Alfred University Emeritus Professor of English Benjamin Howard, a noted poet, literary critic, and essayist, has donated a generous selection of his working notebooks to Herrick Memorial Library. Housed in Special Collections, the material will be available to students of poetry, meditation, and the creative process.
The 26 notebooks in this archive span the years 1989-2011. As Howard notes, this was an “especially fertile and productive period in [his] intellectual, literary, and spiritual life.” Three of his twelve books—his verse novella Midcentury (1998) and his poetry collections Dark Pool (2005) and Leaf, Sunlight, Asphalt (2010)—were published by Salmon Publishing, an international publisher based in Co. Clare, Ireland. Midcentury, the most ambitious of these books, was well-reviewed on both sides of the Atlantic and is now in 89 libraries here and abroad. Other poems appeared in such distinguished journals as Poetry (Chicago), Agenda (London), and Poetry Ireland Review (Dublin).
While Howard says he views poetry as his “first love” and primary vocation, he frequently contributed reviews, essays, and articles to American literary quarterlies during the 1990’s. From 1973 to 2002 he also was a regular reviewer for Poetry, where he evaluated new books by American poets and occasionally international figures such as Seamus Heaney, Joseph Brodsky, and Derek Walcott. His working notebooks abound with notes, impressions, and critical assessments of his contemporaries, many of whose poems he copied out in his own hand. As he explains, this practice helped him to become “more intimate with their textures, forms, syntax, and themes.”

According to Alfred University Archivist Laurie Meehan, Howard’s donation will provide future Alfred students and scholars with a valuable perspective on the complex actions of a poet’s imagination and technical development.
“Receiving a collection of material that shows the thought process and development of an author’s writing is especially valuable to an archive, especially now in the digital age when much of that information is not retained,” Meehan says. “It provides researchers and students a peek into the author’s mind in a way no other material could, allowing them to better understand the author’s approach and style.”
Throughout his years at Alfred University, Howard continued to broaden his own work, and that spirit also imbues the archives. In 1985, he journeyed to Ireland, having been offered a residency at the Tyrone Guthrie Centre (Annaghmakerrig) in Co. Monaghan. While there, he engaged in conversations with multiple generations of Irish poets, fiction writers, critics, and intellectuals, who regaled him with stories of Irish literary life, past and present. In the ensuing two decades, he became a frequent visitor to Ireland, an active member of the American Conference on Irish Studies, and a dedicated scholar of modern Irish writing.

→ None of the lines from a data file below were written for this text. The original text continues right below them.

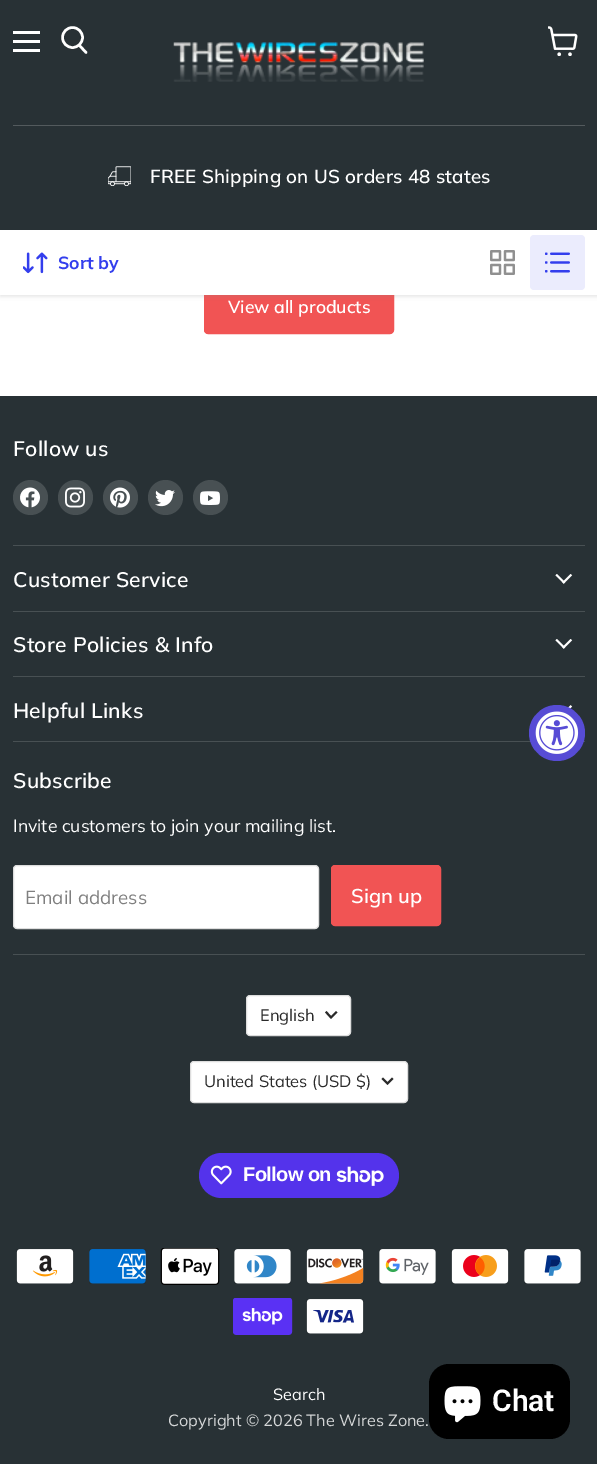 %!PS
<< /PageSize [597 1464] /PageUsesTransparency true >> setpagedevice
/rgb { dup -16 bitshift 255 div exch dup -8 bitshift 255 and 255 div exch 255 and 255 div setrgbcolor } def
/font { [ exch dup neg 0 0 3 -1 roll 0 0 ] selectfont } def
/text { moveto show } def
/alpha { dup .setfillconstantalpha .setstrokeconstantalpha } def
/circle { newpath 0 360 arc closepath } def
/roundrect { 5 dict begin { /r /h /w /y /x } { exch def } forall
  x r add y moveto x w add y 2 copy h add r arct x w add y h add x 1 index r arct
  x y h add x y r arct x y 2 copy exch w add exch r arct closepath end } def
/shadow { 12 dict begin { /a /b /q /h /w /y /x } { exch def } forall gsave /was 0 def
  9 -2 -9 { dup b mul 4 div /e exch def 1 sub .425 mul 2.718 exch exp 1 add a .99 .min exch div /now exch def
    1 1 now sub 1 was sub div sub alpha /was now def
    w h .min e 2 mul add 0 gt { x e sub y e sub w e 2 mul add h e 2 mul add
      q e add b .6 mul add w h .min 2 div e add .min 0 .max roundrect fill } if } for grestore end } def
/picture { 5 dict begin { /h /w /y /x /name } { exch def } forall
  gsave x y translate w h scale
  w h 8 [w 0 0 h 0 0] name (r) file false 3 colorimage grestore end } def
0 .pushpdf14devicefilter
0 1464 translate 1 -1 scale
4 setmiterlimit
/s1 { /Muli-Bold 17.6 font 16#333EED rgb } def
/s2 { /Muli-SemiBold 17.5 font 16#FFFFFF rgb } def
/s3 { /Muli-Regular 17.6 font 16#FFFFFF rgb } def
/s4 { /Muli-Regular 18.75 font 16#7F7F7F rgb } def
/s5 { /Muli-SemiBold 20 font 16#FFFFFF rgb } def
/s6 { /Muli-Regular 16.5 font 16#2A2A2A rgb } def
/s7 { /Muli-Regular 16.25 font 16#FFFFFF rgb } def
/s8 { /Muli-Regular 16.25 font 16#D4D6D7 rgb } def
/s9 { /Roboto-SemiBold 30 font 16#FFFFFF rgb } def
16#FFFFFF rgb
0 0 597 1464 rectfill
16#F15454 rgb
204.5 281.5 189 52 3.5 roundrect gsave fill grestore
stroke
16#808080 rgb
0 231 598 65 0 2.5 0.25 shadow
16#283135 rgb
0 0 597 230 rectfill
16#FFFFFF rgb
13 31 27 3 rectfill
13 40 27 3 rectfill
13 49 27 3 rectfill
2.5 setlinewidth
1 setlinecap
86 52.5 moveto 79.5 45.5 lineto stroke
0 setlinecap
72.5 37.5 10 circle stroke
(pic1.raw) 548 26 30 30 picture
(pic2.raw) 173 42 251 40 picture
16#535A5D rgb
13 125 572 1 rectfill
(pic3.raw) 108 166 23 20 picture
/Muli-SemiBold 18.75 font
16#FFFFFF rgb
150 183 moveto 0.2 0 (FREE Shipping on US orders 48 states) ashow
0 230 597 65 rectfill
(pic4.raw) 23 252 25 22 picture
s1
(Sort by) 58 269 text
(pic5.raw) 490 250 25 25 picture
16#EBECFD rgb
530 235 55 55 4 roundrect fill
(pic6.raw) 545 252 25 21 picture
s2
(View all products) 228 313 text
16#283135 rgb
0 396 597 1068 rectfill
16#485053 rgb
13 545 572 1 rectfill
/Muli-SemiBold 21 font
16#FFFFFF rgb
13 456 moveto 0.25 0 (Follow us) ashow
16#485053 rgb
30.5 497.5 17.5 circle fill
(pic7.raw) 20 487 20 21 picture
75.5 497.5 17.5 circle fill
(pic8.raw) 65 487 20 21 picture
120.5 497.5 17.5 circle fill
(pic9.raw) 110 487 20 21 picture
165.5 497.5 17.5 circle fill
(pic10.raw) 155 490 20 17 picture
210.5 497.5 17.5 circle fill
(pic11.raw) 200 491 20 14 picture
13 611 572 1 rectfill
16#FFFFFF rgb
13 587 moveto 0.25 0 (Customer Service) ashow
(pic12.raw) 555 574 18 10 picture
16#485053 rgb
13 676 572 1 rectfill
16#FFFFFF rgb
13 652 moveto 0.25 0 (Store Policies & Info) ashow
(pic12.raw) 555 639 18 10 picture
16#485053 rgb
13 741 572 1 rectfill
16#FFFFFF rgb
13 718 moveto 0.25 0 (Helpful Links) ashow
(pic13.raw) 556 705 17 4 picture
16#485053 rgb
13 954 572 1 rectfill
16#FFFFFF rgb
13 788 moveto 0.25 0 (Subscribe) ashow
s3
(Invite customers to join your mailing list.) 13 832 text
13.5 865.5 305 63 3.5 roundrect gsave fill grestore
16#DDDDDD rgb
1 setlinewidth
stroke
s4
(Email address) 25 904 text
16#F15454 rgb
331.5 865.5 109 60 3.5 roundrect gsave fill grestore
stroke
s5
(Sign up) 351 903 text
246.5 995.5 104 40 3.5 roundrect gsave fill grestore
16#DDDDDD rgb
stroke
s6
(English) 260 1021 text
2 setlinewidth
2 setlinecap
331 1017.5 moveto 336 1012.5 lineto 331 1017.5 moveto 326.5 1012.5 lineto stroke
16#FFFFFF rgb
190.5 1061.5 217 41 3.5 roundrect gsave fill grestore
16#DDDDDD rgb
1 setlinewidth
0 setlinecap
stroke
s6
(United States \(USD $\)) 204 1087 text
2 setlinewidth
2 setlinecap
387.5 1083.5 moveto 392 1079 lineto 387.5 1083.5 moveto 383 1079 lineto stroke
16#5433EB rgb
199 1153 200 45 22.5 roundrect fill
(pic14.raw) 210 1165 22 20 picture
/LiberationSans-Bold 20 font
16#FFFFFF rgb
243 1181 moveto -0.6 0 (Follow on) ashow
(pic15.raw) 336 1166 48 20 picture
(pic16.raw) 16 1249 58 35 picture
(pic17.raw) 89 1249 57 35 picture
(pic18.raw) 160 1248 60 37 picture
(pic19.raw) 234 1249 57 35 picture
(pic20.raw) 306 1249 58 35 picture
(pic21.raw) 379 1249 57 35 picture
(pic22.raw) 451 1249 58 35 picture
(pic23.raw) 524 1249 57 35 picture
(pic24.raw) 233 1298 60 37 picture
(pic25.raw) 306 1299 58 35 picture
s7
(Search) 273 1400 text
s8
(Copyright © 2026 The Wires Zone.) 168 1426 text
16#574CD5 rgb
557 733 28 circle fill
(pic26.raw) 535 711 44 43 picture
16#000000 rgb
429 1364 141 75 20 roundrect fill
(pic27.raw) 444 1386 37 37 picture
s9
(Chat) 492 1411 text
.poppdf14devicefilter showpage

His essays and reviews on Irish history, literature, and culture subsequently appeared in such American quarterlies as the Sewanee Review and the New Hibernia Review and were later collected in his book The Pressed Melodeon: Essays on Modern Irish Writing (Story Line Press, 1998). Sprinkled throughout these notebooks are his impressions of Irish towns and cities, particularly Galway and Dublin, and his comments on the stories and poems of such leading Irish writers as John McGahern and William Trevor, Seamus Heaney and Michael Longley.
Centered though they are on literary subjects, these notebooks after 1995 contain many references to the practice of Buddhist meditation. In 1976, when Allen Ginsberg visited Alfred University, he offered Howard practical, first-hand instructions on the practice of Buddhist meditation. Over the next two decades, Howard’s continuing interest in meditative practice deepened and came to fruition. Between 1995 and 2000, he attended five weeklong retreats conducted by the Vietnamese Zen master Thich Nhat Hanh, whose teachings permeate these pages. In 2000, he undertook formal Zen training at Dai Bosatsu Zendo, and in November 2002 was lay-ordained by Jiro Osho Fernando Afable, then Vice Abbot of DBZ, in the Hakuin-Torei lineage of Japanese Rinzai Zen, taking the Dharma name Shiju Ben Howard. If his notebooks are, in his words, the “leavings of a tireless scribbler,” they also chart the “crooked path” of a spiritual explorer.

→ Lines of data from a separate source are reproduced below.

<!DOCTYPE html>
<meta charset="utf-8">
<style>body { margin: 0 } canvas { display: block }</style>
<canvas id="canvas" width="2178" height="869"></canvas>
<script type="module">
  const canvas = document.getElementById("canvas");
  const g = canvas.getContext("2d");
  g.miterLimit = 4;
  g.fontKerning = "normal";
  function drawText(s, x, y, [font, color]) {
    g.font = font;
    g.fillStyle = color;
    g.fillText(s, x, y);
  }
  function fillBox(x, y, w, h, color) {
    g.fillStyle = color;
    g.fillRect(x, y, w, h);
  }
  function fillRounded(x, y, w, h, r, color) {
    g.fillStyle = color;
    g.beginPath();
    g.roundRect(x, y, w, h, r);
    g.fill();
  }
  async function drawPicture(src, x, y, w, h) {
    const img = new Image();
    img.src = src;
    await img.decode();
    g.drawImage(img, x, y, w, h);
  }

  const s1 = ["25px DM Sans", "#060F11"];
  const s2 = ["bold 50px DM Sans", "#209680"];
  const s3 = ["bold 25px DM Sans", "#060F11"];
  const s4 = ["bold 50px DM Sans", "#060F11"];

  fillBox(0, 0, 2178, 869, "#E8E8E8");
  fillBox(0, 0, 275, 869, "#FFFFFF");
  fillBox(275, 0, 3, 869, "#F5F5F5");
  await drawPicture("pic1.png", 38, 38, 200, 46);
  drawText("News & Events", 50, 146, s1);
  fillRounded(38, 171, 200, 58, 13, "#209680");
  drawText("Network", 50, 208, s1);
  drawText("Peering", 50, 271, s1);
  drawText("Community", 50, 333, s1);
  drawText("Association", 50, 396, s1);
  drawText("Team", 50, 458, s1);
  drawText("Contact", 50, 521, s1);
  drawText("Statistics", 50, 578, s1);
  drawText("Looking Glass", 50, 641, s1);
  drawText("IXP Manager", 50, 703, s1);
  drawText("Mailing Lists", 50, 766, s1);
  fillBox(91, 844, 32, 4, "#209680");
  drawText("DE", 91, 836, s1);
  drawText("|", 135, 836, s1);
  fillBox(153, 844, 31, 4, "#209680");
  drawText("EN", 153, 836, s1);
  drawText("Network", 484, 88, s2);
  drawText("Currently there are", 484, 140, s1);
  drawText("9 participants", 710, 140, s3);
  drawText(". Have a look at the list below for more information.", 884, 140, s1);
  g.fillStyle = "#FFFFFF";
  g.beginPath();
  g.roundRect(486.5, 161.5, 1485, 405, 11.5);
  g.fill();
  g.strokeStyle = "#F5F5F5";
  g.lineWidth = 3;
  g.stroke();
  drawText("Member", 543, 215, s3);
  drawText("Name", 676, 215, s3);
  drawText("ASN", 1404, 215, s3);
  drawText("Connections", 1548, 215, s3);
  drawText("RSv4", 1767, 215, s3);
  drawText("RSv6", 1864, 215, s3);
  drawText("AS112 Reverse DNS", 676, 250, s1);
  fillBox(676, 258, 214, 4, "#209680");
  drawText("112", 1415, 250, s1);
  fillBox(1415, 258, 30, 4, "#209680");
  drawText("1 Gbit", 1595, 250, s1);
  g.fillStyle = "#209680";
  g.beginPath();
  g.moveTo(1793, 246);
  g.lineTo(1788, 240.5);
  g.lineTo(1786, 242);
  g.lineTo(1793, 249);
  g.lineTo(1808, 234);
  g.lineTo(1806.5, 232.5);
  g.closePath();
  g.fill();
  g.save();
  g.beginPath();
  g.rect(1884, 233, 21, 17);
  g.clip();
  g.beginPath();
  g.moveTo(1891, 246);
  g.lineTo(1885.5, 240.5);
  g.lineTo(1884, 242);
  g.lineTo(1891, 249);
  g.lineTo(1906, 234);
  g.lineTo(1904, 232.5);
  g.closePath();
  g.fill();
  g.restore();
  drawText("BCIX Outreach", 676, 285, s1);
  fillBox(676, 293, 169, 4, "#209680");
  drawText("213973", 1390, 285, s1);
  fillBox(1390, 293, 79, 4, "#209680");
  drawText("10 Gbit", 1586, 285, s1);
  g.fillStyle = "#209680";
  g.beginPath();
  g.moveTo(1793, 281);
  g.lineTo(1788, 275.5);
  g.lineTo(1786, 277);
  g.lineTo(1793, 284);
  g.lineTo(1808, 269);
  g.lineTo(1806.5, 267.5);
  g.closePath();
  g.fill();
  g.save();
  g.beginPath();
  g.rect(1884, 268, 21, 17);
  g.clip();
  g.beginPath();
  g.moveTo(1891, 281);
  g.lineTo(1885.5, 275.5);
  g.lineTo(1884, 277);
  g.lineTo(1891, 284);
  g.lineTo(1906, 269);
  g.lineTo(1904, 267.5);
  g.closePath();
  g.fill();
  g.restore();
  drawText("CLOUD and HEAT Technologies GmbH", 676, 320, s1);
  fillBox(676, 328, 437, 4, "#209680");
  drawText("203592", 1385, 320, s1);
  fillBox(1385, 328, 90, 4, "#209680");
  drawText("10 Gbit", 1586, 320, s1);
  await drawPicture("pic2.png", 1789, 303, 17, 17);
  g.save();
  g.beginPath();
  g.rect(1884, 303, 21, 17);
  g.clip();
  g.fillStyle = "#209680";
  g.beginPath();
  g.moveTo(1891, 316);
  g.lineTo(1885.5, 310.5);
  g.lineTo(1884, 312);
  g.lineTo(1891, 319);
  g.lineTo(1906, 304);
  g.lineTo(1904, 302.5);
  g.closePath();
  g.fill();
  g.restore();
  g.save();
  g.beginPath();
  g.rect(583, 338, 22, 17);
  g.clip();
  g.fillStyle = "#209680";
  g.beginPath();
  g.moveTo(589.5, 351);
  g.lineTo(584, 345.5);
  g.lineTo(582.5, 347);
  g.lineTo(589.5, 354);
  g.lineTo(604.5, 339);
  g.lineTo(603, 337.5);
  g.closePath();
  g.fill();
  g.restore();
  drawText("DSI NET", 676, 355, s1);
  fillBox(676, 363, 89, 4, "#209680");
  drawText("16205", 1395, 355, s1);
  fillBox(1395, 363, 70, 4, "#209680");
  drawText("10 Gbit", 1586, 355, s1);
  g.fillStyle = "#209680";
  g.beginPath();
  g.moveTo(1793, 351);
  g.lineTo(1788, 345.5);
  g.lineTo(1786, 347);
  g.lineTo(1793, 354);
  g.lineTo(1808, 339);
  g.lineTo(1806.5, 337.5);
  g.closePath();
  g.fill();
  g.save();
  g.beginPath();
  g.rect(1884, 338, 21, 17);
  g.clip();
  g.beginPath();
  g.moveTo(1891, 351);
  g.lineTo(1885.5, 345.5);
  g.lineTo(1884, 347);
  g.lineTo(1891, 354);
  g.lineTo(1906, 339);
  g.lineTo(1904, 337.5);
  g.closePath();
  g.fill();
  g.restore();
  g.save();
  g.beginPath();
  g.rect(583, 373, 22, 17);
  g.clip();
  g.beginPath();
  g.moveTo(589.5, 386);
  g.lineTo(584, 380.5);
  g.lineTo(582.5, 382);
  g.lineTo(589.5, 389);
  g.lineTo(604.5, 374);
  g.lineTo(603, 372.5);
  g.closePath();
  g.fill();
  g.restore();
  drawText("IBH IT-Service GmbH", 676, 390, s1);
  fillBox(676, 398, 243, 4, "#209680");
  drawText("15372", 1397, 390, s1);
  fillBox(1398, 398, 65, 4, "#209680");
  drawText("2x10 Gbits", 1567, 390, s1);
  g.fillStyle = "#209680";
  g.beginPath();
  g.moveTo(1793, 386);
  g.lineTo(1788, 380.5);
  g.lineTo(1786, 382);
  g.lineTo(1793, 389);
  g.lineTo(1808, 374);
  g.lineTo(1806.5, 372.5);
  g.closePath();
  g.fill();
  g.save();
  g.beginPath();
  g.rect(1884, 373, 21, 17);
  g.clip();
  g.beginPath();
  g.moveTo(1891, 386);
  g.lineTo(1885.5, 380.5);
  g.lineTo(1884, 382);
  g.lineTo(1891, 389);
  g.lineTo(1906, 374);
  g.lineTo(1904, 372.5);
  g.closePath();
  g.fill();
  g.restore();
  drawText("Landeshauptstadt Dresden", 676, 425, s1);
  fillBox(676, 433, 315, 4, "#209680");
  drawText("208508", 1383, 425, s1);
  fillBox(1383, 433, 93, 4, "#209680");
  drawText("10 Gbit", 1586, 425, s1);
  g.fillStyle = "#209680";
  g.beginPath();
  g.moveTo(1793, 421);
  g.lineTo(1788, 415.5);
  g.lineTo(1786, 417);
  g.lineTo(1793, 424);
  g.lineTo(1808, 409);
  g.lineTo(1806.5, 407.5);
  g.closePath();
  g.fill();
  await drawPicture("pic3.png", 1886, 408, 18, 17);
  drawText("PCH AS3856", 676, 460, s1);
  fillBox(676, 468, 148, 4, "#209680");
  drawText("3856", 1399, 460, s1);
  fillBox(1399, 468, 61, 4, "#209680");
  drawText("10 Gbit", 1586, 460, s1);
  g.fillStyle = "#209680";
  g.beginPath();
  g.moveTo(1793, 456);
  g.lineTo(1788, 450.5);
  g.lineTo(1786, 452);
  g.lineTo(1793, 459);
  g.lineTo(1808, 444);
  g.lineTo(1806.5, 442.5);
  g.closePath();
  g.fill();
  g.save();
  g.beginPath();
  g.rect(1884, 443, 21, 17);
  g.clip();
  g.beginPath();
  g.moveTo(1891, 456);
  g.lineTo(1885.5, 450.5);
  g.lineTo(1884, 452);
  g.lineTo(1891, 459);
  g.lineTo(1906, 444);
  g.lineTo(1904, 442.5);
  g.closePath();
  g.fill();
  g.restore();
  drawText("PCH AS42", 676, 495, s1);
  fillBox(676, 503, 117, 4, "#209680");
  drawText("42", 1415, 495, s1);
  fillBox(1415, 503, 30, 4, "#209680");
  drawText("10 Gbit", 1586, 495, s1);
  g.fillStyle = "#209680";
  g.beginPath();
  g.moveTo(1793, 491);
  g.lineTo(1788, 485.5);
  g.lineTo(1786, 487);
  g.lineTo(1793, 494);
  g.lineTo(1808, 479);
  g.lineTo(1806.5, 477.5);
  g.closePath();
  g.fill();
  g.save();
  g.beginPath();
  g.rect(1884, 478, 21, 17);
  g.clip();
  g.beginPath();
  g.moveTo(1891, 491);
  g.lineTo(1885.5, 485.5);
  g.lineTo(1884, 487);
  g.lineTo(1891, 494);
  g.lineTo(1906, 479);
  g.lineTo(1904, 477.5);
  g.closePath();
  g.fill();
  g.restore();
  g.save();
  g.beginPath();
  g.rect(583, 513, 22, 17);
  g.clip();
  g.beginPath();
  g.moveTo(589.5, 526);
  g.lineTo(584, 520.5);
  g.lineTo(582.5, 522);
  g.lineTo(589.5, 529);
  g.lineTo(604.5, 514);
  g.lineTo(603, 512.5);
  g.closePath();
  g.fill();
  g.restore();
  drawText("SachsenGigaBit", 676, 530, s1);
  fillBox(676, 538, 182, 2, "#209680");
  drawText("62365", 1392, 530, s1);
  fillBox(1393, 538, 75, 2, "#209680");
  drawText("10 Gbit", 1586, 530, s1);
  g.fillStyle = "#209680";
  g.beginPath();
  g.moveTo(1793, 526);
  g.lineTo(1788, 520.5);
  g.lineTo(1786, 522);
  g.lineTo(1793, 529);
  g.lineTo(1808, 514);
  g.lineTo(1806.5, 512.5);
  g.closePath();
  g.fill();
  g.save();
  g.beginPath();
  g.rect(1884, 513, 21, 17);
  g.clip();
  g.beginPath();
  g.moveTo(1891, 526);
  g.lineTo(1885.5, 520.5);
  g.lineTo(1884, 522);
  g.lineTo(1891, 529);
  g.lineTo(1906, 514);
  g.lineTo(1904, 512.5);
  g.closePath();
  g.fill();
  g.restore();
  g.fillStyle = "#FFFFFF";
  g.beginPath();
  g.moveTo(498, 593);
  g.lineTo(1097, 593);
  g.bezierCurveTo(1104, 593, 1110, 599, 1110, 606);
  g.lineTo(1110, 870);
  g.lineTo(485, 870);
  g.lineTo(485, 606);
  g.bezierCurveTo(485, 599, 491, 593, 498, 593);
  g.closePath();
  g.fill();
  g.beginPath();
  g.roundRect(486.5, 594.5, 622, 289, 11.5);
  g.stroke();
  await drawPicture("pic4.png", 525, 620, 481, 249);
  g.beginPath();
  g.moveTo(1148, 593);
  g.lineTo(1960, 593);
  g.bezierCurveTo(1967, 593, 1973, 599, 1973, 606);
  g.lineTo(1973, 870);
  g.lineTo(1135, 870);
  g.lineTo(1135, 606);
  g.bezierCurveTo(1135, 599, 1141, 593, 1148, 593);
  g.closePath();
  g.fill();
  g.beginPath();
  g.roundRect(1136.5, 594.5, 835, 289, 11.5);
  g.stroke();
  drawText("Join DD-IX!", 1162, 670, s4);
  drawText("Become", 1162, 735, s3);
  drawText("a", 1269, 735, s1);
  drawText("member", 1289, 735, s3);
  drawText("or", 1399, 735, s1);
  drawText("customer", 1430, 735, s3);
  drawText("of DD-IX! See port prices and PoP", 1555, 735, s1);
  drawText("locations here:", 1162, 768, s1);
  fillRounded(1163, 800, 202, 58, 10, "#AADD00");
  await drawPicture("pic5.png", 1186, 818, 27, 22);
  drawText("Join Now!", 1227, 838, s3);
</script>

As Howard explains, he has entrusted his working notebooks to Herrick Library in the hope they will provide a window into the mind and the practical experience of a working writer. “In these pages,” he warns, “potential readers will find many false starts, dead-end paths, aborted stanzas, and fragmentary notions. But they will also find first lines, preliminary drafts, revisions, and final versions of poems that would one day reach an international readership.” And together, Howard hopes, his notebooks will offer “nurturance and guidance to young poets and essayists seeking to chart their own paths to artistic achievement and spiritual fulfillment.”
These archives may become a useful tool for someone learning to craft their own work, Meehan observes. “Along with the intricacies of his own thoughts and poetic development, Ben has provided contextual statements for his work that provide a unique insight into and better understanding of the collection and him as an author.”